So it’s the taxonomy where all the resources have to be invested upfront to build, and then periodically maintain, for consistent accuracy.

The cost of building the topic model goes up exponentially for native language analysis. For example, if it takes 2 weeks to build a fully customized automotive model for the after-sale/service touchpoints in English, it will potentially take 4 weeks to do that in German as well.

This also assumes that the CX team is able to find the local users in each market, train them to use the technology/software & then have them build the local language models.

The cost doesn’t end in the build phase — as you add more touchpoints or surveys, the text models need to be refreshed, in all languages. Every 3 months you would need to audit and add or edit topics to maintain consistent accuracy levels, and you’d need to do this in all languages.

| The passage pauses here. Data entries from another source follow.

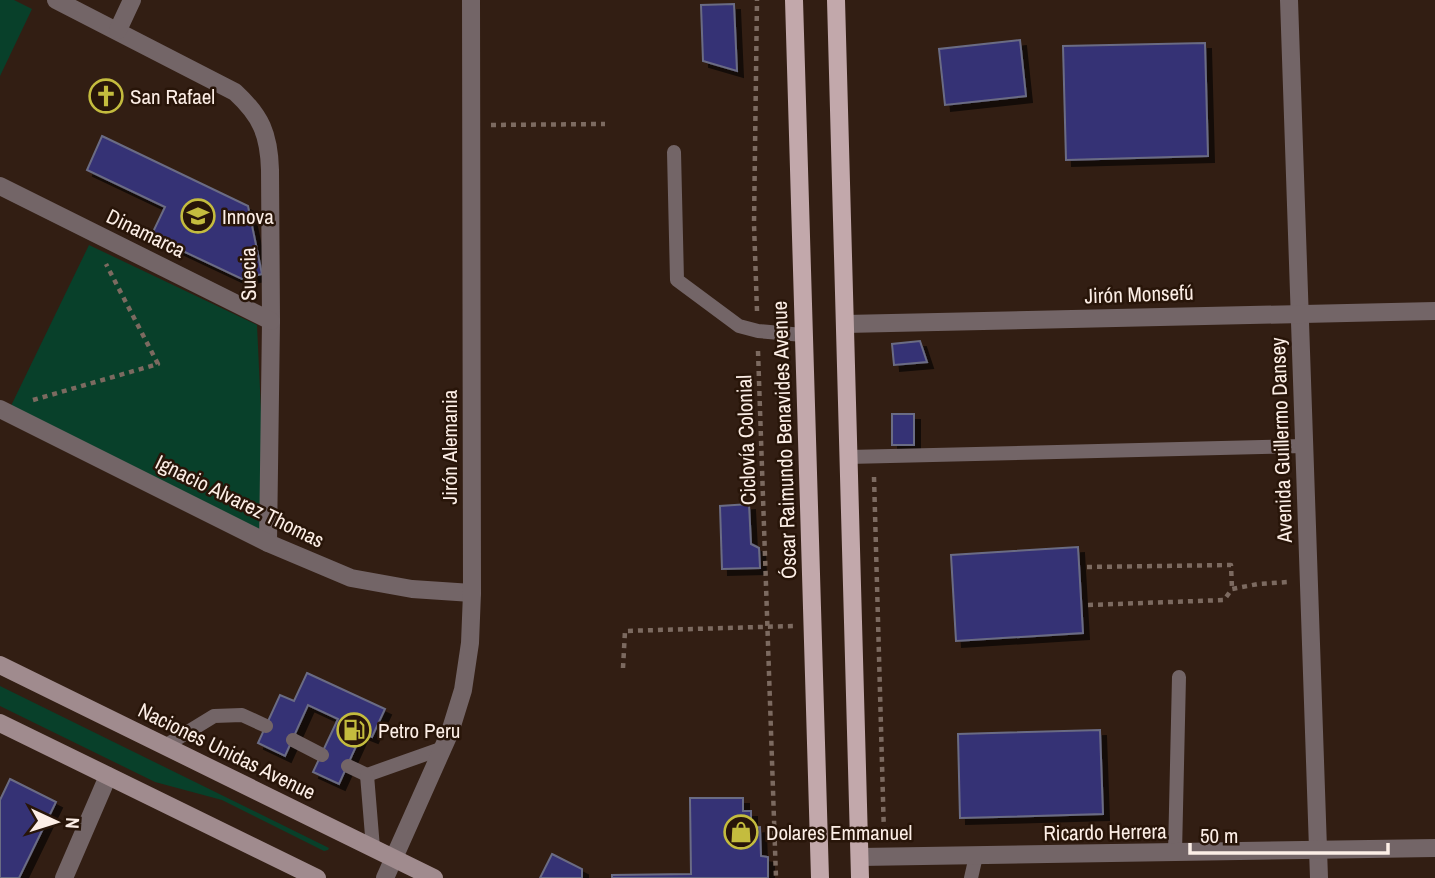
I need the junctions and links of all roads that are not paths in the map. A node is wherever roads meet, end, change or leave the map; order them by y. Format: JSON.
{"nodes":[{"id":1,"x":56,"y":0,"type":"edge"},
{"id":2,"x":132,"y":0,"type":"edge"},
{"id":3,"x":471,"y":0,"type":"edge"},
{"id":4,"x":794,"y":0,"type":"edge"},
{"id":5,"x":836,"y":0,"type":"edge"},
{"id":6,"x":1289,"y":0,"type":"edge"},
{"id":7,"x":118,"y":30,"type":"junction"},
{"id":8,"x":674,"y":152,"type":"dead end"},
{"id":9,"x":0,"y":186,"type":"edge"},
{"id":10,"x":1435,"y":311,"type":"edge"},
{"id":11,"x":1300,"y":312,"type":"junction"},
{"id":12,"x":271,"y":321,"type":"junction"},
{"id":13,"x":845,"y":324,"type":"junction"},
{"id":14,"x":803,"y":335,"type":"junction"},
{"id":15,"x":0,"y":409,"type":"edge"},
{"id":16,"x":1305,"y":446,"type":"junction"},
{"id":17,"x":848,"y":457,"type":"junction"},
{"id":18,"x":268,"y":543,"type":"junction"},
{"id":19,"x":472,"y":593,"type":"junction"},
{"id":20,"x":0,"y":666,"type":"edge"},
{"id":21,"x":1179,"y":677,"type":"dead end"},
{"id":22,"x":0,"y":723,"type":"edge"},
{"id":23,"x":266,"y":726,"type":"dead end"},
{"id":24,"x":293,"y":740,"type":"dead end"},
{"id":25,"x":165,"y":746,"type":"junction"},
{"id":26,"x":443,"y":748,"type":"junction"},
{"id":27,"x":321,"y":755,"type":"dead end"},
{"id":28,"x":348,"y":766,"type":"dead end"},
{"id":29,"x":367,"y":775,"type":"junction"},
{"id":30,"x":108,"y":776,"type":"junction"},
{"id":31,"x":373,"y":848,"type":"junction"},
{"id":32,"x":1435,"y":848,"type":"edge"},
{"id":33,"x":1318,"y":852,"type":"junction"},
{"id":34,"x":1175,"y":853,"type":"junction"},
{"id":35,"x":976,"y":856,"type":"junction"},
{"id":36,"x":860,"y":857,"type":"junction"},
{"id":37,"x":394,"y":858,"type":"junction"},
{"id":38,"x":64,"y":878,"type":"edge"},
{"id":39,"x":317,"y":878,"type":"edge"},
{"id":40,"x":385,"y":878,"type":"edge"},
{"id":41,"x":434,"y":878,"type":"edge"},
{"id":42,"x":820,"y":878,"type":"edge"},
{"id":43,"x":860,"y":878,"type":"edge"},
{"id":44,"x":971,"y":878,"type":"edge"},
{"id":45,"x":1319,"y":878,"type":"edge"}],
"edges":[{"from":1,"to":7,"type":"street","name":"Suecia"},
{"from":2,"to":7,"type":"street"},
{"from":3,"to":19,"type":"street","name":"Jirón Alemania"},
{"from":4,"to":14,"type":"main road","name":"Óscar Raimundo Benavides Avenue"},
{"from":5,"to":13,"type":"main road"},
{"from":6,"to":11,"type":"street","name":"Avenida Guillermo Dansey"},
{"from":7,"to":12,"type":"street","name":"Suecia"},
{"from":8,"to":14,"type":"lane"},
{"from":9,"to":12,"type":"street","name":"Dinamarca"},
{"from":10,"to":11,"type":"street","name":"Jirón Monsefú"},
{"from":11,"to":13,"type":"street","name":"Jirón Monsefú"},
{"from":11,"to":16,"type":"street","name":"Avenida Guillermo Dansey"},
{"from":12,"to":18,"type":"street","name":"Suecia"},
{"from":13,"to":17,"type":"main road"},
{"from":14,"to":42,"type":"main road","name":"Óscar Raimundo Benavides Avenue"},
{"from":15,"to":18,"type":"street","name":"Ignacio Alvarez Thomas"},
{"from":16,"to":17,"type":"lane"},
{"from":16,"to":33,"type":"street","name":"Avenida Guillermo Dansey"},
{"from":17,"to":36,"type":"main road"},
{"from":18,"to":19,"type":"street","name":"Ignacio Alvarez Thomas"},
{"from":19,"to":26,"type":"street","name":"Jirón Alemania"},
{"from":20,"to":25,"type":"main road","name":"Naciones Unidas Avenue"},
{"from":21,"to":34,"type":"lane"},
{"from":22,"to":30,"type":"main road"},
{"from":23,"to":25,"type":"lane"},
{"from":24,"to":27,"type":"lane"},
{"from":25,"to":31,"type":"main road","name":"Naciones Unidas Avenue"},
{"from":26,"to":29,"type":"lane"},
{"from":26,"to":37,"type":"street","name":"Jirón Alemania"},
{"from":28,"to":29,"type":"lane"},
{"from":29,"to":31,"type":"lane"},
{"from":30,"to":38,"type":"street"},
{"from":30,"to":39,"type":"main road"},
{"from":31,"to":37,"type":"main road","name":"Naciones Unidas Avenue"},
{"from":32,"to":33,"type":"street","name":"Ricardo Herrera"},
{"from":33,"to":34,"type":"street","name":"Ricardo Herrera"},
{"from":33,"to":45,"type":"street","name":"Avenida Guillermo Dansey"},
{"from":34,"to":35,"type":"street","name":"Ricardo Herrera"},
{"from":35,"to":36,"type":"street","name":"Ricardo Herrera"},
{"from":35,"to":44,"type":"lane"},
{"from":36,"to":43,"type":"main road"},
{"from":37,"to":40,"type":"street","name":"Jirón Alemania"},
{"from":37,"to":41,"type":"main road","name":"Naciones Unidas Avenue"}]}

Organizations need to assess whether the incremental value of increasing the accuracy by using native language analysis is worth the extra cost of resources.

There are some other things to bear in mind for native language analysis, too:

Availability of native language capabilities. Language analysis capabilities need to exist for each language in question.

And while it’s easy to find native language analysis capabilities for languages like German, French, Spanish, etc. it’s more difficult to find those capabilities when it comes to Nordic or Baltic languages for example. Some of the biggest text analysis engines in the world only analyze limited languages in their native form for this reason.

You can always report in all local languages. Text analysis has three different phases — Build, Analyse & Report. You can do model building in any language, but then for reporting to various different countries in role-based dashboards, the reports can always be presented in the local language. So the local users should still be able to read the reports & the analysis in their local language.
Consistency is key for measurement — irrespective of whether a technology supports 35 languages, the ultimate aim should always be to have consistency in modeling and reporting; and efficiency in building and maintaining a taxonomy model whether that’s through native language analysis, or using a ‘base language’ approach.
Sentiment analysis is impacted more by translation than topic analysis. Therefore it’s preferable to have the sentiment scoring done in the native language as opposed to the translated language. This should not mean spending any resources, as most of the text analysis solutions use pre-built sentiment analysis techniques which usually do not require any labor-intensive model building work in a CX scenario.

What is best practice for text analysis in multiple languages?

Ideally, model building should be done in no more than 2 base languages keeping in mind the team size, the geographical spread, the linguistic abilities of the insights teams, and the cost/effort to build and maintain multiple language models.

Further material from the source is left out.